"""

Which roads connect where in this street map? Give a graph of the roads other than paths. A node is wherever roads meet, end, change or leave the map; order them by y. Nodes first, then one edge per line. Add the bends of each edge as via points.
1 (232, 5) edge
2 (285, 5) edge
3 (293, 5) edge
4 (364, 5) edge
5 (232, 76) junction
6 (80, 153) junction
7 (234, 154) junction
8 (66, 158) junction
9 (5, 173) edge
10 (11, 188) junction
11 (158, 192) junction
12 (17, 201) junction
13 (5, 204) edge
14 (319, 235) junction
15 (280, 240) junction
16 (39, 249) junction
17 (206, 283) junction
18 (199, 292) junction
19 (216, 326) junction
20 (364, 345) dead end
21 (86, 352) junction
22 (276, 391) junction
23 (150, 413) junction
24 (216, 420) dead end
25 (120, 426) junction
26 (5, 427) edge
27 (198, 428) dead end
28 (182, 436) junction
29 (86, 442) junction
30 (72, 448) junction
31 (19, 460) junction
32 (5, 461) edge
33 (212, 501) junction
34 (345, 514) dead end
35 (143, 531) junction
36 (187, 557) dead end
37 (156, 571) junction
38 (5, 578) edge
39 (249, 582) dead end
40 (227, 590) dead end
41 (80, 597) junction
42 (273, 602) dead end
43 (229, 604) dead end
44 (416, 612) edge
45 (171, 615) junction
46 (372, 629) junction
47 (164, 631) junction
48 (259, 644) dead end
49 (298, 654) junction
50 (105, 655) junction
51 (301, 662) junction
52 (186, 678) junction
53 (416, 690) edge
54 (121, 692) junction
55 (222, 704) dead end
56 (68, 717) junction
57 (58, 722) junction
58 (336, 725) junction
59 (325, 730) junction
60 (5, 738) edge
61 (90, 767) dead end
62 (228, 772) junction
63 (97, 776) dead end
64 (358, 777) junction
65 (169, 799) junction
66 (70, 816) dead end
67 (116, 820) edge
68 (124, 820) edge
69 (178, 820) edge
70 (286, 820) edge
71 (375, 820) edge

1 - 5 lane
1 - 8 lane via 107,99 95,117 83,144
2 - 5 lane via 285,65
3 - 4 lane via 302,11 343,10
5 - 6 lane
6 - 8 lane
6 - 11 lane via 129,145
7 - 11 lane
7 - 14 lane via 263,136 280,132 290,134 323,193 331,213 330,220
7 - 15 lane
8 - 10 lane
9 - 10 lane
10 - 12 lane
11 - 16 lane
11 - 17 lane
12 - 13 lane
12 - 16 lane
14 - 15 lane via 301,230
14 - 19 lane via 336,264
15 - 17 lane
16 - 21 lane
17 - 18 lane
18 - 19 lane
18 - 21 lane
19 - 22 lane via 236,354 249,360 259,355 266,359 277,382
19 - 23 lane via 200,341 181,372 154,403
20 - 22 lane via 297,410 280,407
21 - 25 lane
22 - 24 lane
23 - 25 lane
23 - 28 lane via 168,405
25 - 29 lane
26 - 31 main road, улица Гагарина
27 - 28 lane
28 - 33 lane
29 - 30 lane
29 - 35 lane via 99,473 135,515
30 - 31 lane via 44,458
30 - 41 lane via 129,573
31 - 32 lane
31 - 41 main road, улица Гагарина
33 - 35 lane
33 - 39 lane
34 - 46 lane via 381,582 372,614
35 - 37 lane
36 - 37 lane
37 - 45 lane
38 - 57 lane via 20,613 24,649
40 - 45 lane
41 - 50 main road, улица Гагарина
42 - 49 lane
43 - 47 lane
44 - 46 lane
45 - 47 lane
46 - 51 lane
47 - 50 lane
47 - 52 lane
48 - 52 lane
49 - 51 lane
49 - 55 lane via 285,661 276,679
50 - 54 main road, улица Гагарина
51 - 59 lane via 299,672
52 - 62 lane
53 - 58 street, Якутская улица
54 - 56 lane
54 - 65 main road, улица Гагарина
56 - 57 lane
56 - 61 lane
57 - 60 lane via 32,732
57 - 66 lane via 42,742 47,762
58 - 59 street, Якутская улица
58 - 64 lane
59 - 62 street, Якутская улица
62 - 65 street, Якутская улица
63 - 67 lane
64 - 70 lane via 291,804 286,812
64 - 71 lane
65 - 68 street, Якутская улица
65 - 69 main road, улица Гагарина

"""

## What the task requires
A complete, exact repeat of the records is the required answer.

## Written solution
Which roads connect where in this street map? Give a graph of the roads other than paths. A node is wherever roads meet, end, change or leave the map; order them by y. Nodes first, then one edge per line. Add the bends of each edge as via points.
1 (232, 5) edge
2 (285, 5) edge
3 (293, 5) edge
4 (364, 5) edge
5 (232, 76) junction
6 (80, 153) junction
7 (234, 154) junction
8 (66, 158) junction
9 (5, 173) edge
10 (11, 188) junction
11 (158, 192) junction
12 (17, 201) junction
13 (5, 204) edge
14 (319, 235) junction
15 (280, 240) junction
16 (39, 249) junction
17 (206, 283) junction
18 (199, 292) junction
19 (216, 326) junction
20 (364, 345) dead end
21 (86, 352) junction
22 (276, 391) junction
23 (150, 413) junction
24 (216, 420) dead end
25 (120, 426) junction
26 (5, 427) edge
27 (198, 428) dead end
28 (182, 436) junction
29 (86, 442) junction
30 (72, 448) junction
31 (19, 460) junction
32 (5, 461) edge
33 (212, 501) junction
34 (345, 514) dead end
35 (143, 531) junction
36 (187, 557) dead end
37 (156, 571) junction
38 (5, 578) edge
39 (249, 582) dead end
40 (227, 590) dead end
41 (80, 597) junction
42 (273, 602) dead end
43 (229, 604) dead end
44 (416, 612) edge
45 (171, 615) junction
46 (372, 629) junction
47 (164, 631) junction
48 (259, 644) dead end
49 (298, 654) junction
50 (105, 655) junction
51 (301, 662) junction
52 (186, 678) junction
53 (416, 690) edge
54 (121, 692) junction
55 (222, 704) dead end
56 (68, 717) junction
57 (58, 722) junction
58 (336, 725) junction
59 (325, 730) junction
60 (5, 738) edge
61 (90, 767) dead end
62 (228, 772) junction
63 (97, 776) dead end
64 (358, 777) junction
65 (169, 799) junction
66 (70, 816) dead end
67 (116, 820) edge
68 (124, 820) edge
69 (178, 820) edge
70 (286, 820) edge
71 (375, 820) edge

1 - 5 lane
1 - 8 lane via 107,99 95,117 83,144
2 - 5 lane via 285,65
3 - 4 lane via 302,11 343,10
5 - 6 lane
6 - 8 lane
6 - 11 lane via 129,145
7 - 11 lane
7 - 14 lane via 263,136 280,132 290,134 323,193 331,213 330,220
7 - 15 lane
8 - 10 lane
9 - 10 lane
10 - 12 lane
11 - 16 lane
11 - 17 lane
12 - 13 lane
12 - 16 lane
14 - 15 lane via 301,230
14 - 19 lane via 336,264
15 - 17 lane
16 - 21 lane
17 - 18 lane
18 - 19 lane
18 - 21 lane
19 - 22 lane via 236,354 249,360 259,355 266,359 277,382
19 - 23 lane via 200,341 181,372 154,403
20 - 22 lane via 297,410 280,407
21 - 25 lane
22 - 24 lane
23 - 25 lane
23 - 28 lane via 168,405
25 - 29 lane
26 - 31 main road, улица Гагарина
27 - 28 lane
28 - 33 lane
29 - 30 lane
29 - 35 lane via 99,473 135,515
30 - 31 lane via 44,458
30 - 41 lane via 129,573
31 - 32 lane
31 - 41 main road, улица Гагарина
33 - 35 lane
33 - 39 lane
34 - 46 lane via 381,582 372,614
35 - 37 lane
36 - 37 lane
37 - 45 lane
38 - 57 lane via 20,613 24,649
40 - 45 lane
41 - 50 main road, улица Гагарина
42 - 49 lane
43 - 47 lane
44 - 46 lane
45 - 47 lane
46 - 51 lane
47 - 50 lane
47 - 52 lane
48 - 52 lane
49 - 51 lane
49 - 55 lane via 285,661 276,679
50 - 54 main road, улица Гагарина
51 - 59 lane via 299,672
52 - 62 lane
53 - 58 street, Якутская улица
54 - 56 lane
54 - 65 main road, улица Гагарина
56 - 57 lane
56 - 61 lane
57 - 60 lane via 32,732
57 - 66 lane via 42,742 47,762
58 - 59 street, Якутская улица
58 - 64 lane
59 - 62 street, Якутская улица
62 - 65 street, Якутская улица
63 - 67 lane
64 - 70 lane via 291,804 286,812
64 - 71 lane
65 - 68 street, Якутская улица
65 - 69 main road, улица Гагарина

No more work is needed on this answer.